A number of DNA repair pathways exist that repair different types of DNA lesion. The molecular basis of these pathways is becoming increasingly well defined. A remaining challenge is to understand how these pathways integrate to maintain genome integrity and cell viability should one pathway fail. Understanding these relationships has important clinical implications. Given that DNA repair pathways are often inactivated in malignant cells, characterising compensatory pathways that maintain cell viability in these cells will identify novel synthetic lethal therapeutic strategies that specifically target tumours. The best established example of this strategy is toxicity of BRCA2 defective breast and ovarian cancer cells to poly (ADPribose) polymerase (PARP) inhibitors (PARPi). This occurs through the inability of brca2-null cells to perform homologous recombination at DNA double strand breaks (DSBs) generated as a consequence of replication forks encountering unrepaired single strand breaks during S-phase. PARPi are currently in clinical trials to treat BRCA-defective breast and ovarian cancers.
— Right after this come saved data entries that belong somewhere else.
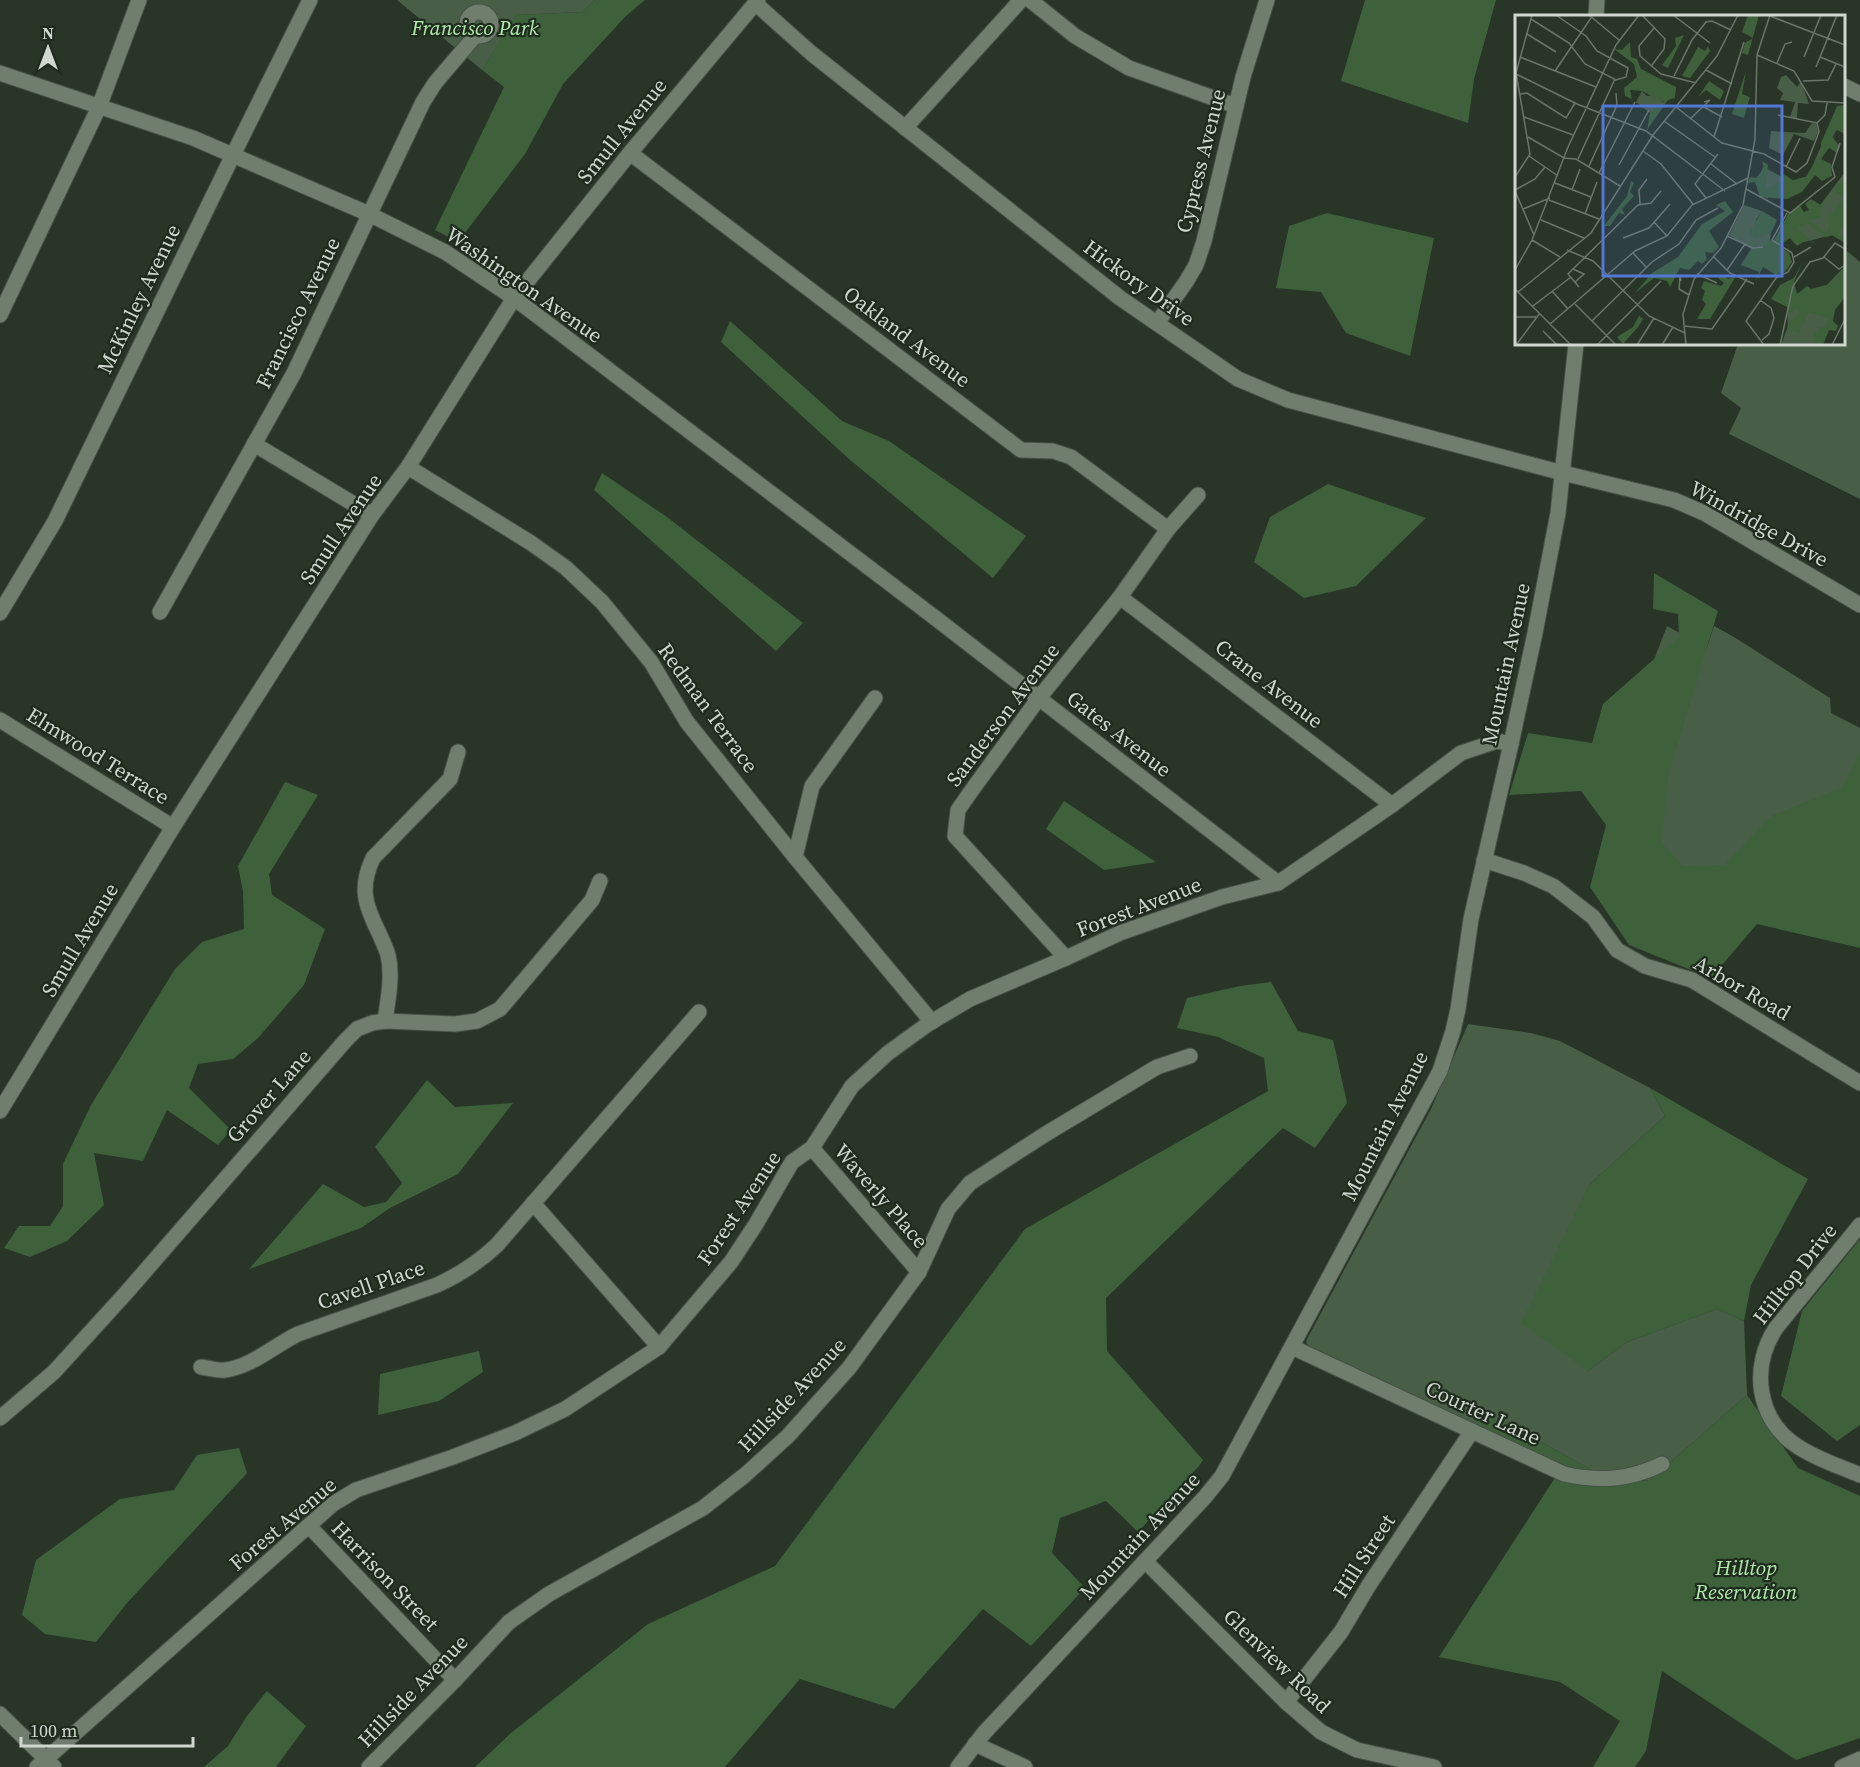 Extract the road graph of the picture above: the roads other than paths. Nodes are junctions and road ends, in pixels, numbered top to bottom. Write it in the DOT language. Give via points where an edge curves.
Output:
graph roads {
  1 [pos="139,0"];
  2 [pos="310,0"];
  3 [pos="1021,0"];
  4 [pos="1030,0"];
  5 [pos="1267,0"];
  6 [pos="1597,0"];
  7 [pos="756,2"];
  8 [pos="1596,15"];
  9 [pos="476,35"];
  10 [pos="0,73"];
  11 [pos="1845,86"];
  12 [pos="1860,94"];
  13 [pos="99,106"];
  14 [pos="1236,106"];
  15 [pos="905,128"];
  16 [pos="630,153"];
  17 [pos="233,155"];
  18 [pos="369,214"];
  19 [pos="514,298"];
  20 [pos="0,315"];
  21 [pos="1157,323"];
  22 [pos="1576,345"];
  23 [pos="254,444"];
  24 [pos="408,467"];
  25 [pos="1563,473"];
  26 [pos="1198,495"];
  27 [pos="372,515"];
  28 [pos="1168,529"];
  29 [pos="1120,597"];
  30 [pos="1860,605"];
  31 [pos="160,612"];
  32 [pos="0,614"];
  33 [pos="934,617"];
  34 [pos="875,698"];
  35 [pos="1039,698"];
  36 [pos="0,720"];
  37 [pos="1511,744"];
  38 [pos="458,752"];
  39 [pos="1392,805"];
  40 [pos="173,827"];
  41 [pos="795,857"];
  42 [pos="1484,860"];
  43 [pos="600,881"];
  44 [pos="1278,883"];
  45 [pos="1066,958"];
  46 [pos="699,1012"];
  47 [pos="385,1021"];
  48 [pos="932,1022"];
  49 [pos="1190,1056"];
  50 [pos="1860,1083"];
  51 [pos="0,1111"];
  52 [pos="812,1148"];
  53 [pos="533,1203"];
  54 [pos="1860,1226"];
  55 [pos="919,1272"];
  56 [pos="659,1347"];
  57 [pos="1292,1347"];
  58 [pos="201,1367"];
  59 [pos="0,1418"];
  60 [pos="1472,1431"];
  61 [pos="1662,1464"];
  62 [pos="1860,1476"];
  63 [pos="309,1526"];
  64 [pos="1145,1561"];
  65 [pos="455,1680"];
  66 [pos="1286,1702"];
  67 [pos="0,1714"];
  68 [pos="975,1744"];
  69 [pos="1860,1759"];
  70 [pos="46,1764"];
  71 [pos="369,1767"];
  72 [pos="958,1767"];
  73 [pos="1025,1767"];
  74 [pos="1434,1767"];
  75 [pos="1842,1767"];
  1 -- 13 [label="street"];
  2 -- 17 [label="street, McKinley Avenue"];
  3 -- 15 [label="street"];
  4 -- 14 [label="street" via="1076,36 1129,68"];
  5 -- 14 [label="street, Cypress Avenue"];
  6 -- 8 [label="street"];
  7 -- 15 [label="street, Hickory Drive" via="811,53"];
  7 -- 16 [label="street, Smull Avenue"];
  9 -- 18 [label="street, Francisco Avenue" via="423,102"];
  10 -- 13 [label="street, Washington Avenue"];
  11 -- 12 [label="street"];
  13 -- 17 [label="street, Washington Avenue"];
  13 -- 20 [label="street"];
  14 -- 21 [label="street, Cypress Avenue" via="1196,265"];
  15 -- 21 [label="street, Hickory Drive"];
  16 -- 19 [label="street, Smull Avenue"];
  16 -- 28 [label="street, Oakland Avenue" via="1021,450 1053,451 1071,457"];
  17 -- 18 [label="street, Washington Avenue"];
  17 -- 32 [label="street, McKinley Avenue" via="54,521"];
  18 -- 19 [label="street, Washington Avenue" via="445,252"];
  18 -- 23 [label="street, Francisco Avenue" via="294,374"];
  19 -- 24 [label="street, Smull Avenue"];
  19 -- 33 [label="street, Washington Avenue"];
  21 -- 25 [label="street, Hickory Drive" via="1238,379 1288,400"];
  22 -- 25 [label="street, Mountain Avenue"];
  23 -- 27 [label="street"];
  23 -- 31 [label="street, Francisco Avenue"];
  24 -- 27 [label="street, Smull Avenue"];
  24 -- 41 [label="street, Redman Terrace" via="531,543 566,568 602,602 651,662 687,722"];
  25 -- 30 [label="street, Windridge Drive" via="1674,500 1704,513"];
  25 -- 37 [label="street, Mountain Avenue"];
  26 -- 28 [label="street, Sanderson Avenue"];
  27 -- 40 [label="street, Smull Avenue"];
  28 -- 29 [label="street, Sanderson Avenue"];
  29 -- 35 [label="street, Sanderson Avenue"];
  29 -- 39 [label="street, Crane Avenue"];
  33 -- 35 [label="street, Gates Avenue"];
  34 -- 41 [label="street" via="812,786"];
  35 -- 44 [label="street, Gates Avenue"];
  35 -- 45 [label="street, Sanderson Avenue" via="958,810 956,836"];
  36 -- 40 [label="street, Elmwood Terrace"];
  37 -- 39 [label="street, Forest Avenue" via="1497,741 1461,753"];
  37 -- 42 [label="street, Mountain Avenue"];
  38 -- 47 [label="street" via="450,779 373,858 367,871 366,903 388,954 390,981"];
  39 -- 44 [label="street, Forest Avenue"];
  40 -- 51 [label="street, Smull Avenue"];
  41 -- 48 [label="street, Redman Terrace"];
  42 -- 50 [label="street, Arbor Road" via="1553,886 1593,918 1617,950 1645,966 1692,980"];
  42 -- 57 [label="street, Mountain Avenue" via="1458,1009 1440,1071"];
  43 -- 47 [label="street, Grover Lane" via="592,900 500,1009 477,1021 455,1024"];
  44 -- 45 [label="street, Forest Avenue" via="1222,897 1120,933"];
  45 -- 48 [label="street, Forest Avenue" via="970,999"];
  46 -- 53 [label="street, Cavell Place"];
  47 -- 59 [label="street, Grover Lane" via="357,1029 345,1041 54,1372"];
  48 -- 52 [label="street, Forest Avenue" via="888,1053 852,1086"];
  49 -- 55 [label="street, Hillside Avenue" via="1157,1067 970,1184 948,1209"];
  52 -- 55 [label="street, Waverly Place"];
  52 -- 56 [label="street, Forest Avenue" via="792,1162 731,1262"];
  53 -- 56 [label="street"];
  53 -- 58 [label="street, Cavell Place" via="488,1254 437,1286 298,1334 250,1363 224,1371"];
  54 -- 62 [label="street, Hilltop Drive" via="1770,1337 1762,1356 1760,1377 1766,1410 1787,1438 1806,1452"];
  55 -- 65 [label="street, Hillside Avenue" via="849,1368 788,1436 745,1475 703,1508 549,1594 509,1622"];
  56 -- 63 [label="street, Forest Avenue" via="565,1409 516,1433 356,1490"];
  57 -- 60 [label="street, Courter Lane"];
  57 -- 64 [label="street, Mountain Avenue" via="1222,1476"];
  60 -- 61 [label="street, Courter Lane" via="1551,1469 1577,1477 1616,1479"];
  60 -- 66 [label="street, Hill Street" via="1341,1632"];
  63 -- 65 [label="street, Harrison Street"];
  63 -- 70 [label="street, Forest Avenue"];
  64 -- 66 [label="street, Glenview Road"];
  64 -- 68 [label="street, Mountain Avenue"];
  65 -- 71 [label="street, Hillside Avenue"];
  66 -- 74 [label="street, Glenview Road" via="1311,1725 1341,1743"];
  67 -- 70 [label="street"];
  68 -- 72 [label="street, Mountain Avenue"];
  68 -- 73 [label="street"];
  69 -- 75 [label="street"];
}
However, these agents inhibit several PARPs that regulate different DNA repair pathways. More precisely defining the PARPs that display synthetic lethality with HR will facilitate more refined treatments when PARP-specific inhibitors become available. Further, identifying other repair pathways that exhibit synthetic lethality with PARPi will widen the use of these agents to tumours other than those defective in BRCA2. Finally, identifying novel synthetic lethal relationships between other repair pathways will also broaden the use of this strategy to other categories of tumour. One way to address these questions is to generate transgenic mice which are genetically modified to be deficient in combinations of different DNA repair pathways. However, these experiments require large numbers of animals, particularly if conditional knockout strategies are required. Mice deficient in DNA repair pathways are prone to cancer and often have other phenotypes such as neurological problems, developmental abnormalities and immunodeficiency. Generating mice deficient in multiple pathways compounds these problems and increases the severity of procedures. Although invertebrate model organisms can replace animals, these approaches are often prohibited by the lack of certain human DNA repair components, including PARPs, in the most commonly used models to study DNA repair.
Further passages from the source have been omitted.